Data extracted from a collection:
⟨

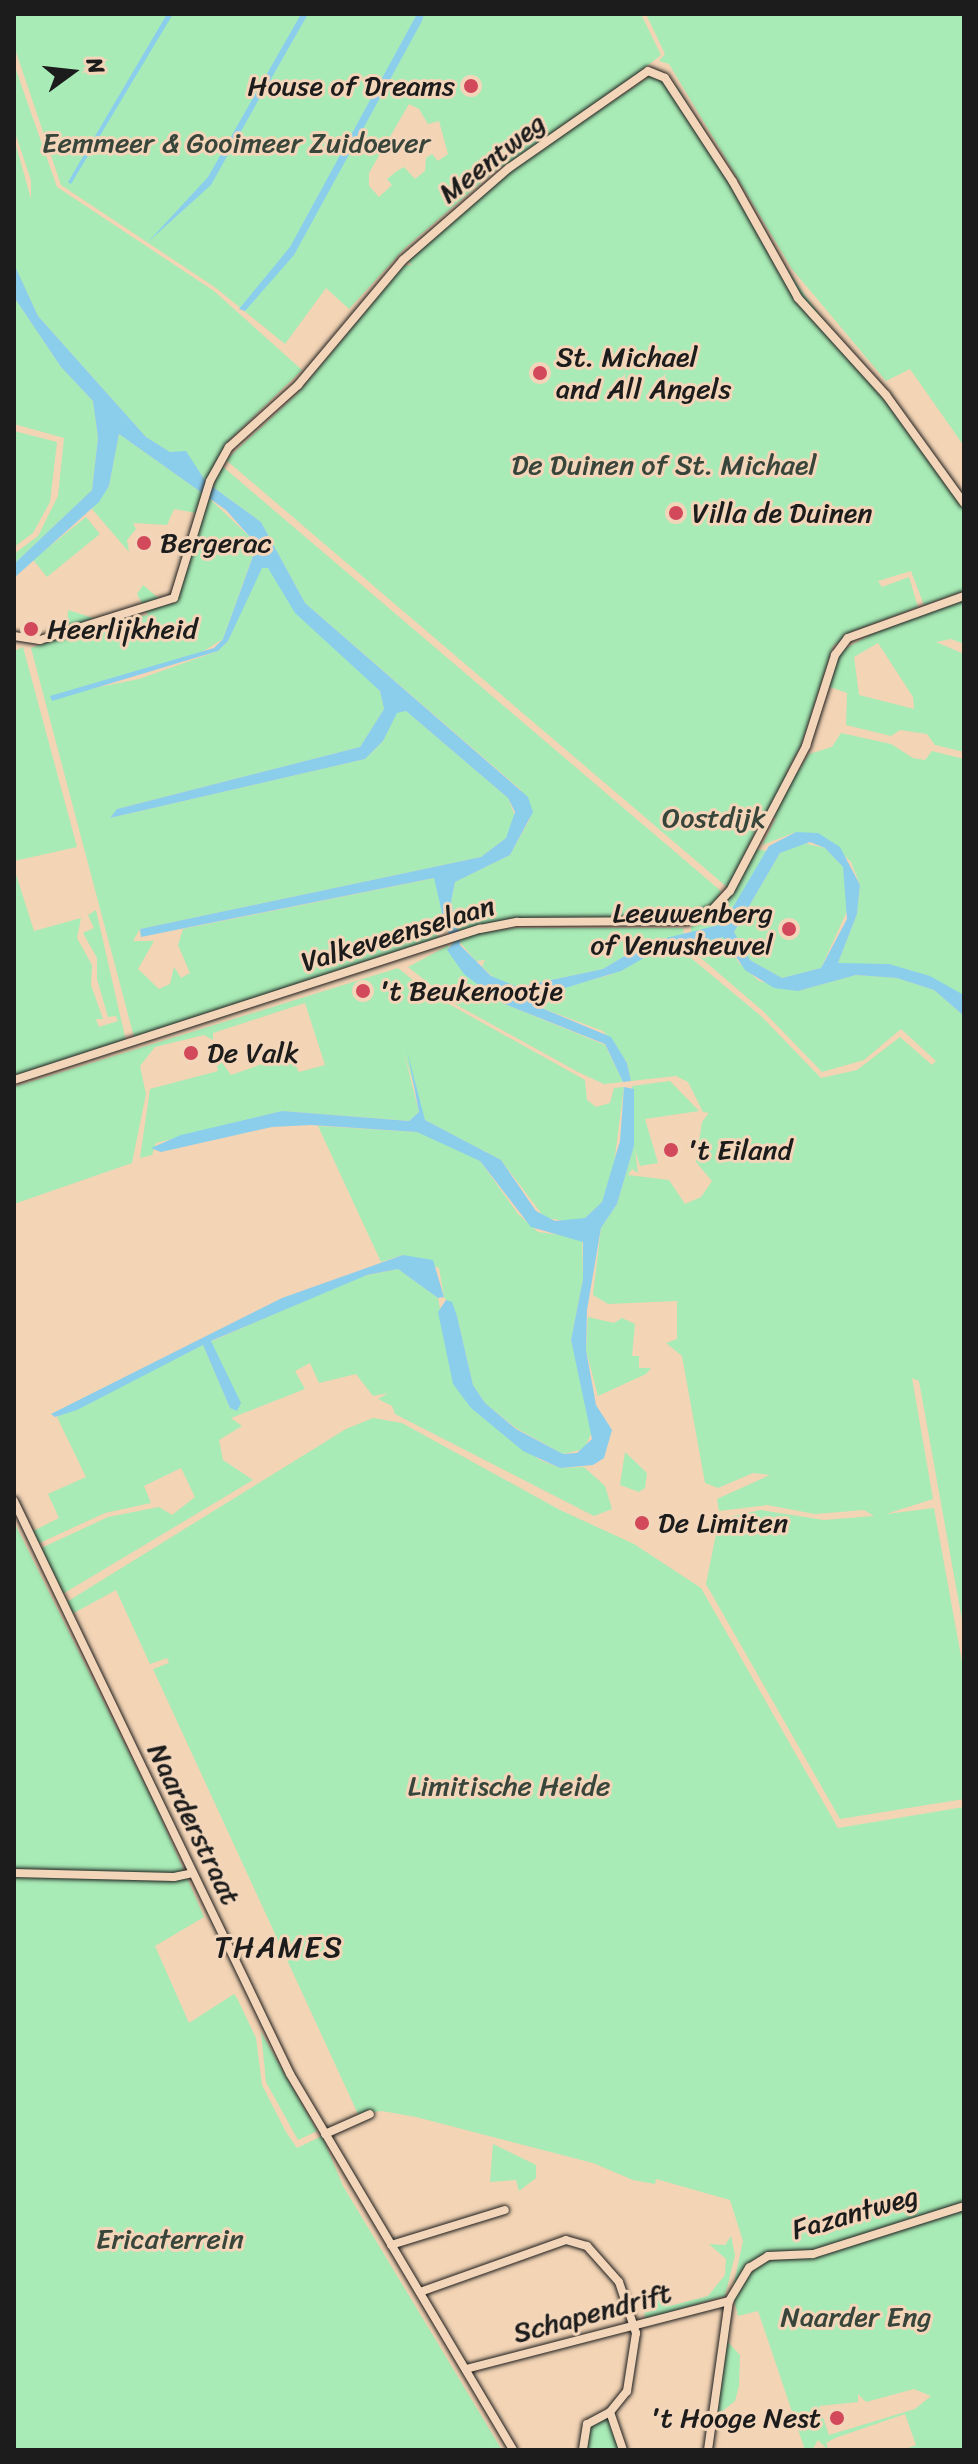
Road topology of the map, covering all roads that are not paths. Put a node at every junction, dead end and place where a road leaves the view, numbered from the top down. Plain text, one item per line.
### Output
1 (964, 503) edge
2 (964, 596) edge
3 (14, 636) edge
4 (14, 1080) edge
5 (14, 1501) edge
6 (14, 1873) edge
7 (193, 1873) junction
8 (370, 2114) dead end
9 (325, 2134) junction
10 (964, 2206) edge
11 (505, 2210) dead end
12 (391, 2245) junction
13 (420, 2292) junction
14 (729, 2299) junction
15 (635, 2324) junction
16 (466, 2369) junction
17 (610, 2412) junction
18 (513, 2450) edge
19 (583, 2450) edge
20 (623, 2450) edge
21 (708, 2450) edge

1 - 3 street, Meentweg
2 - 4 street, Valkeveenselaan
5 - 7 street, Naarderstraat
6 - 7 street
7 - 9 street, Naarderstraat
8 - 9 street
9 - 12 street, Naarderstraat
10 - 14 street, Fazantweg
11 - 12 street
12 - 13 street, Naarderstraat
13 - 15 street
13 - 16 street, Naarderstraat
14 - 15 street, Schapendrift
14 - 21 street
15 - 16 street, Schapendrift
15 - 17 street
16 - 18 street, Naarderstraat
17 - 19 street
17 - 20 street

⟩

Task statement:
Repeat the data exactly as written, but without the pictures.

Result of this exercise:
Road topology of the map, covering all roads that are not paths. Put a node at every junction, dead end and place where a road leaves the view, numbered from the top down. Plain text, one item per line.
### Output
1 (964, 503) edge
2 (964, 596) edge
3 (14, 636) edge
4 (14, 1080) edge
5 (14, 1501) edge
6 (14, 1873) edge
7 (193, 1873) junction
8 (370, 2114) dead end
9 (325, 2134) junction
10 (964, 2206) edge
11 (505, 2210) dead end
12 (391, 2245) junction
13 (420, 2292) junction
14 (729, 2299) junction
15 (635, 2324) junction
16 (466, 2369) junction
17 (610, 2412) junction
18 (513, 2450) edge
19 (583, 2450) edge
20 (623, 2450) edge
21 (708, 2450) edge

1 - 3 street, Meentweg
2 - 4 street, Valkeveenselaan
5 - 7 street, Naarderstraat
6 - 7 street
7 - 9 street, Naarderstraat
8 - 9 street
9 - 12 street, Naarderstraat
10 - 14 street, Fazantweg
11 - 12 street
12 - 13 street, Naarderstraat
13 - 15 street
13 - 16 street, Naarderstraat
14 - 15 street, Schapendrift
14 - 21 street
15 - 16 street, Schapendrift
15 - 17 street
16 - 18 street, Naarderstraat
17 - 19 street
17 - 20 street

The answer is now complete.